Todo empezó el 17 de septiembre de 1965 en una pequeña ciudad vizcaína llamada Portugalete.
Mi infancia se encuadra en los tiempos de la EGB. Del jugar en la calle, a las canicas, al chorro morro pico tallo qué, con una peonza… a lo que fuera. De la televisión en blanco y negro, con dos canales, con prohibidas películas de dos rombos. Mi padre se compró un Seat 600 cuando yo no había cumplido aún tres años. Los domingos nos permitía visitar mil sitios; en agosto nos transportaba de vacaciones a Noja, en Cantabria, 64 kilómetros en hora y media si no había caravana. Fui un niño feliz, extrovertido e ingenuo, como tiene que ser.
«¡Entrábamos cinco con equipajes!»
«De pie, el segundo por la izquierda. ¡Nos encantaba el baloncesto!»
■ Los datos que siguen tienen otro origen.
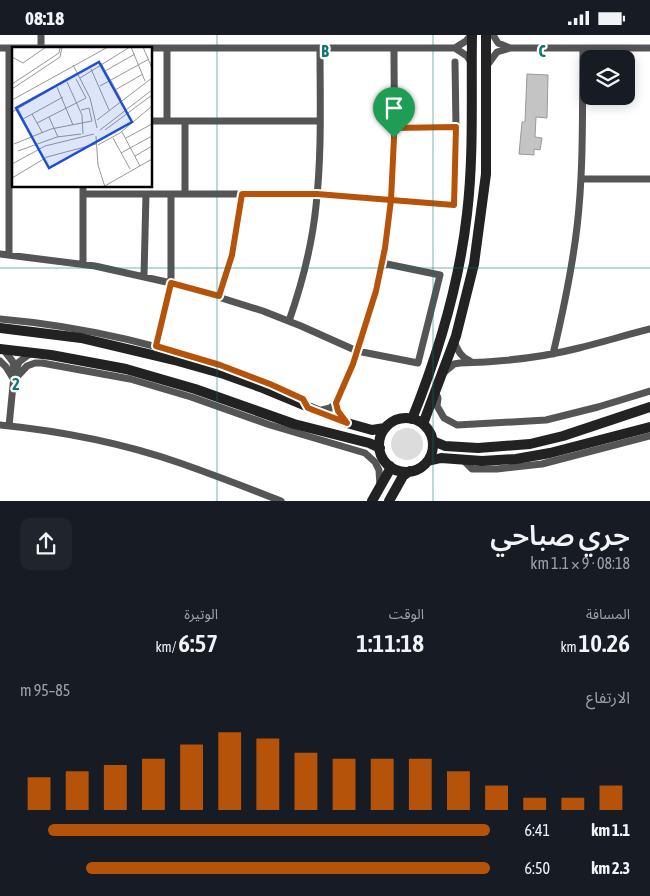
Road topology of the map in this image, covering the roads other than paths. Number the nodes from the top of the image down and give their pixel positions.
1 (471, 35) edge
2 (486, 35) edge
3 (494, 35) edge
4 (0, 48) edge
5 (9, 48) joint
6 (152, 48) edge
7 (167, 48) junction
8 (320, 48) junction
9 (394, 48) junction
10 (454, 48) junction
11 (510, 48) junction
12 (583, 48) junction
13 (650, 49) edge
14 (455, 61) dead end
15 (471, 62) junction
16 (486, 67) junction
17 (11, 120) edge
18 (152, 121) edge
19 (167, 121) junction
20 (185, 121) junction
21 (320, 121) junction
22 (456, 127) junction
23 (394, 128) junction
24 (581, 179) junction
25 (650, 179) edge
26 (83, 190) edge
27 (146, 194) junction
28 (171, 194) junction
29 (185, 194) junction
30 (242, 194) junction
31 (317, 194) junction
32 (391, 200) junction
33 (0, 254) edge
34 (9, 255) junction
35 (382, 263) junction
36 (83, 264) junction
37 (144, 276) junction
38 (171, 283) junction
39 (219, 296) junction
40 (0, 319) edge
41 (289, 321) junction
42 (0, 328) edge
43 (650, 329) edge
44 (454, 341) junction
45 (156, 346) junction
46 (2, 349) edge
47 (357, 351) junction
48 (32, 352) junction
49 (553, 354) junction
50 (0, 361) edge
51 (475, 363) junction
52 (442, 374) junction
53 (14, 377) junction
54 (650, 391) edge
55 (435, 392) junction
56 (336, 403) junction
57 (650, 407) edge
58 (312, 410) junction
59 (412, 419) junction
60 (347, 423) junction
61 (423, 424) junction
62 (0, 425) edge
63 (9, 426) junction
64 (650, 427) edge
65 (385, 428) junction
66 (650, 436) edge
67 (433, 441) junction
68 (380, 448) junction
69 (463, 460) junction
70 (428, 461) junction
71 (390, 465) junction
72 (410, 471) junction
73 (380, 487) junction
74 (281, 501) edge
75 (372, 501) edge
76 (389, 501) edge

1 - 10 street
1 - 15 main road
2 - 16 main road
3 - 11 street
4 - 5 street
5 - 17 street
6 - 7 street
7 - 8 street
7 - 19 street
8 - 9 street
8 - 21 street
9 - 10 street
9 - 23 street
10 - 15 street
11 - 12 street
11 - 16 street
12 - 13 street
12 - 24 street
14 - 22 street
15 - 59 main road
16 - 44 main road
17 - 34 street
18 - 19 street
19 - 20 street
20 - 21 street
20 - 29 street
21 - 31 street
22 - 23 street
22 - 32 street
23 - 32 street
24 - 25 street
24 - 49 street
26 - 27 street
26 - 36 street
27 - 28 street
27 - 37 street
28 - 29 street
28 - 38 street
29 - 30 street
30 - 31 street
30 - 39 street
31 - 32 street
31 - 41 street
32 - 35 street
33 - 34 street
34 - 36 street
35 - 47 street
35 - 47 street
36 - 37 street
37 - 38 street
38 - 39 street
38 - 45 street
39 - 41 street
40 - 45 street
41 - 47 street
42 - 58 main road
43 - 49 street
44 - 51 street
44 - 52 main road
45 - 58 street
46 - 48 main road
46 - 53 street
47 - 56 street
48 - 53 street
48 - 68 main road
49 - 51 street
50 - 53 street
51 - 52 street
52 - 55 main road
53 - 63 street
53 - 73 street
54 - 55 street
55 - 61 main road
56 - 58 street
56 - 60 street
57 - 67 main road
58 - 60 main road
59 - 61 main road
59 - 65 main road
60 - 65 main road
61 - 67 main road
62 - 63 street
63 - 74 street
64 - 69 main road
65 - 68 main road
66 - 69 street
67 - 70 main road
68 - 71 main road
69 - 70 main road
70 - 72 main road
71 - 72 main road
71 - 73 main road
72 - 76 main road
73 - 75 main road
Con la adolescencia todo se complicó. El maldito acné, la mayor exigencia en los estudios, el ininteligible mundo femenino, las normas paternas y la consiguiente rebeldía… Hoy sé que mis padres no fueron tan inflexibles como pensaba. Aunque eran otros tiempos, si hace varios años, a punto de cumplir dieciséis, mi hija me hubiese pedido permiso para ir tres días a un pueblo de León, Mansilla de las Mulas para más señas, con varias amigas y una tienda de campaña para colocarla en cualquier campa de cualquier parque, me habría dado un infarto. Y si fuera chico, también. A mí mis padres me dijeron que sí. Ahora sé por qué soy algo inconsciente.
Me licencié en la Universidad del País Vasco, en Ciencias Económicas y Empresariales así como en Ciencias Actuariales. Uno de los mayores errores de mi vida. Debí estudiar Educación Física, pero solo se podía en Madrid y Barcelona (aún no existía la facultad de Vitoria) y yo seguía siendo demasiado ingenuo y cómodo. No me atreví. Desde hace años sufro artrosis en ambas caderas así como una magnífica hernia discal L4-L5, lo que me lleva a veces a pensar que quizá fue un acierto no estudiar Educación Física. Como dijo Descartes, dudo, luego existo.
El desafortunado hecho de solicitar una prórroga más por estudios me condujo directo a cumplir el servicio militar durante un año inacabable. Si no lo hubiera hecho, me habría librado por excedente de cupo y hoy podría llevar acumulado un año más de cotización para mi incierta pensión.
Hay hombres, creo que la mayoría, a los que no se les puede nombrar la «mili» si no se quiere acabar sepultado bajo mil y una batallitas. Confieso que soy una clara excepción a la regla. Por higiene mental lo he olvidado todo… bueno, casi todo. Recuerdo una tarde en la que un subteniente nos ordenó sacar de una habitación una inmensa máquina imposible de desmontar. Solo existía una puerta minúscula y no se nos permitía demoler el edificio. Supongo que todavía seguirá allí. Nadie fue fusilado.
«Fui «el bibliotecas». Catalogando la biblioteca del cuartel»
«Mi familia»
Con veintisiete años me fui a vivir con la que hoy es mi mujer, desconozco durante cuánto tiempo más me aguantará. Si bien nunca tuve deseos de tener un hijo, cierto día el reloj biológico de mi compañera se activó. Cuatro días antes de los 31, nació mi hija. Desde entonces el presupuesto para regalos se agota justo antes de mi cumpleaños. Nunca me ha importado; bueno, vale, un poco sí.
Los estudios condicionaron mi singladura laboral. Vagué sin rumbo en varios trabajos hasta que constituí, junto con mi socio, un par de empresas en 1999. Hasta hoy. Pero esa es otra historia.
En noviembre de 2012 comencé a escribir en serio.
No he dejado de hacerlo. No deseo dejar de hacerlo.